On 1 July I became Associate Dean for Undergraduate Education of one of the world?s largest schools of international affairs: the School of International Service (SIS) at American University in Washington, DC. Since then, I?ve been largely engaged in a process of rethinking, along with the SIS faculty as a whole, just what it is we are doing when we educate our undergraduate students. We have almost 2,000 of them, so this is a pressing concern, made all the more so by the fact that it had been decades since we really examined the degree as a whole, and not just as an agglomeration of interesting topical classes and a vague emphasis on breadth. Precisely what do we think it means to be educated in international studies? I?m happy to report that we at SIS are busily fleshing out the answer to that question both conceptually and institutionally.
Since I know that many colleges?and programs within them?also are thinking more intentionally about undergraduate learning outcomes, I plan to share in this and future posts just one example of reflective and collaborative practice as a potential model from which others might learn.? Over the next few months I will post status updates as we put our plans into action, but for this first post I want to simply present the broad consensus we came up with about what our undergraduate degree is supposed to be all about.

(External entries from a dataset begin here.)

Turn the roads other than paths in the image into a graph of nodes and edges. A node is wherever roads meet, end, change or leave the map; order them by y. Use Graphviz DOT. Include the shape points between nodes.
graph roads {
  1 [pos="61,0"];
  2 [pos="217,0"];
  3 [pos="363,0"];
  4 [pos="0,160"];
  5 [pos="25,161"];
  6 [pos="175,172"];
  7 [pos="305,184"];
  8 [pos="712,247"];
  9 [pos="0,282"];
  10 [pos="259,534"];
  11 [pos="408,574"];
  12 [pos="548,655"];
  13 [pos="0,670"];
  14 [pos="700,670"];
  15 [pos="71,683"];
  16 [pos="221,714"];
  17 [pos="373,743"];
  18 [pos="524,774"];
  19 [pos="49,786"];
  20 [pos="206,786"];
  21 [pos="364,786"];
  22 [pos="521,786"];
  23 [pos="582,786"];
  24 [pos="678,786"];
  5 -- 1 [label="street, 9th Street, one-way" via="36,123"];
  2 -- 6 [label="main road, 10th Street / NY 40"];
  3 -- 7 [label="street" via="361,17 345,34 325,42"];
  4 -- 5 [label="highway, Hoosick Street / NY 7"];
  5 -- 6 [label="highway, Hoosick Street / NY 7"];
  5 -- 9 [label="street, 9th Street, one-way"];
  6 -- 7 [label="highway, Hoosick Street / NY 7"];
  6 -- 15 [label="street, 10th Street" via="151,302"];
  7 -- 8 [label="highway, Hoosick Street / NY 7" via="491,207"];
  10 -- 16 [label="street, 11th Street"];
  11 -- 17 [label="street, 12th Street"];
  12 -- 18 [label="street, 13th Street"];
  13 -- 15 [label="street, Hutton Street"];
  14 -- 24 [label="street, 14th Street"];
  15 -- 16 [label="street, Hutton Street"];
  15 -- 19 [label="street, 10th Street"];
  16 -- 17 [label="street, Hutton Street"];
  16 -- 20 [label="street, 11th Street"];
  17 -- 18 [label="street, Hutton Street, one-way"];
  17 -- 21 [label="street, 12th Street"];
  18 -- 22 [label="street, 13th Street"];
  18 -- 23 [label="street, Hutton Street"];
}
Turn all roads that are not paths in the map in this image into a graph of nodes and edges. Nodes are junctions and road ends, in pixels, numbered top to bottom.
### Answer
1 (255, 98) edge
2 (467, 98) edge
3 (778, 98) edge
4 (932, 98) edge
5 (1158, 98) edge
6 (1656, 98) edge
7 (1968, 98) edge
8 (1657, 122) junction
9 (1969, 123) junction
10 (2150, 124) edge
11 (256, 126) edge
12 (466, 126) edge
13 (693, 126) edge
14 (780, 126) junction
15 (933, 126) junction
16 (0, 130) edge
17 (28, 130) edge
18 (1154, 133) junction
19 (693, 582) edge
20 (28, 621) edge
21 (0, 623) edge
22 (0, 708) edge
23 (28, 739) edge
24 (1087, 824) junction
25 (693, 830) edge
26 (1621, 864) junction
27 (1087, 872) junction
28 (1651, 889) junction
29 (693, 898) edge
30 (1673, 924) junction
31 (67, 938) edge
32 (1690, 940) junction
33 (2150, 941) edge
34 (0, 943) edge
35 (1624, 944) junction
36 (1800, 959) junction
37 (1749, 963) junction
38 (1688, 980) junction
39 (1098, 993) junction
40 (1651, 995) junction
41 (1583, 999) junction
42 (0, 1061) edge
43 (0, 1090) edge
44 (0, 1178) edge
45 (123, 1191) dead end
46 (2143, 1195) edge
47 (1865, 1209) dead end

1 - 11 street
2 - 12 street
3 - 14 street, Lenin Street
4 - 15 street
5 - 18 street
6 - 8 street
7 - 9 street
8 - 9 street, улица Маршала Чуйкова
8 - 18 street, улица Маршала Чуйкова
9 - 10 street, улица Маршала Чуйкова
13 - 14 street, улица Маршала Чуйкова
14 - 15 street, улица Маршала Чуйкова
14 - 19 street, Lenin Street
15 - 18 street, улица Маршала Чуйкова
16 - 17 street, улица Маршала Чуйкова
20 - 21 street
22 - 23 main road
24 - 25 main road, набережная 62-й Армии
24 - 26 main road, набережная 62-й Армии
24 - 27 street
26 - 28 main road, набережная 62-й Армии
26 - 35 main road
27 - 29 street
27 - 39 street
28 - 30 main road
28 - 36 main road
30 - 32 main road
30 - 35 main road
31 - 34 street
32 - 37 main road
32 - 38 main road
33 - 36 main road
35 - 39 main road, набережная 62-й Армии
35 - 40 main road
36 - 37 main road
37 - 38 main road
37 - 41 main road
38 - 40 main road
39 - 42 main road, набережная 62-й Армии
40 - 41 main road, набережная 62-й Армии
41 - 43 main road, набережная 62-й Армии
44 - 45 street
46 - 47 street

As our website says, SIS?s overall goal is ?to educate graduates of a special type: individuals whose personal and societal principles offer the promise of success in the rigorous conditions of an increasingly interconnected and complex world.? We are giving our students at whatever level the skills, knowledge, and critical intellectual capacity to work on ways of addressing the world?s most pressing challenges. But accomplishing this at the undergraduate level is not a simple matter of translating our MA curriculum into undergraduate courses?it involves a comprehensive and integrated curriculum that aims to bring students from their educational experiences in high school into a wider world of learning focused on world politics broadly understood. This is distinct from the kind of professional training and certification that is the hallmark of a terminal MA in any of the fields in which we offer graduate degrees; it is equally distinct from the kind of professional socialization into the world of international relations scholarship that is the hallmark of our PhD program.
Our undergraduate degree is a bachelor of arts in international studies, which is a liberal arts degree. Our program should therefore be firmly rooted in the liberal arts and sciences, interdisciplinary to the core, and aimed at helping students become better intellectually equipped to think critically and clearly about the most pressing global challenges that we face. It should also be an opportunity for students to find their truest vocations, to discover their passions and to become who they are: citizens of a planet characterized by overlapping worlds composed of a myriad of complex relations that defy simple or simplistic summaries. Our primary job as educators of undergraduates is to help inculcate in our students the critical intellectual dispositions and expanded moral imaginations that will help them, to put it bluntly, shape the global future. The greatest service we can provide for our undergraduate students is to provide them the occasion to develop their ability to think critically, creatively, and independently about important global issues, all the while confronting what Max Weber called the ?uncomfortable facts? that raise difficulties for partisan, naively utopian, or otherwise unsustainably narrow points of view.
This mission animates the learning outcomes for the BA in international studies that were approved by the SIS faculty this year:
- Demonstrate critical thinking as evidenced through both written work and oral presentation
- Interpret issues from multiple cultural and philosophical perspectives
- Demonstrate an understanding of the role of values, ethics, and justice in international affairs
- Understand and apply theories and models drawn from appropriate disciplines such as political science, history, and economics to international affairs
- Display in-depth knowledge of one or more global or regional challenges
- Demonstrate competency in articulating a research question and designing and executing a research project
- Demonstrate at least four-semester proficiency in a foreign language
Of course, having learning outcomes? even good ones, rooted in a lot of contemporary thinking about the purpose of undergraduate education? is only the opening salvo in the battle to produce high-quality education. But at least we have goals for the program as a whole now, and we can use those goals as points of reference as we engage in the hard but necessary work of realigning the curriculum and our specific courses so as to most effectively meet these goals. Stay tuned!
?
Tags: global learning, liberal education
prometheus grand canyon skywalk tonga pid corned beef hash the walking dead season 2 finale born free
No comments:
Post a Comment
Note: Only a member of this blog may post a comment.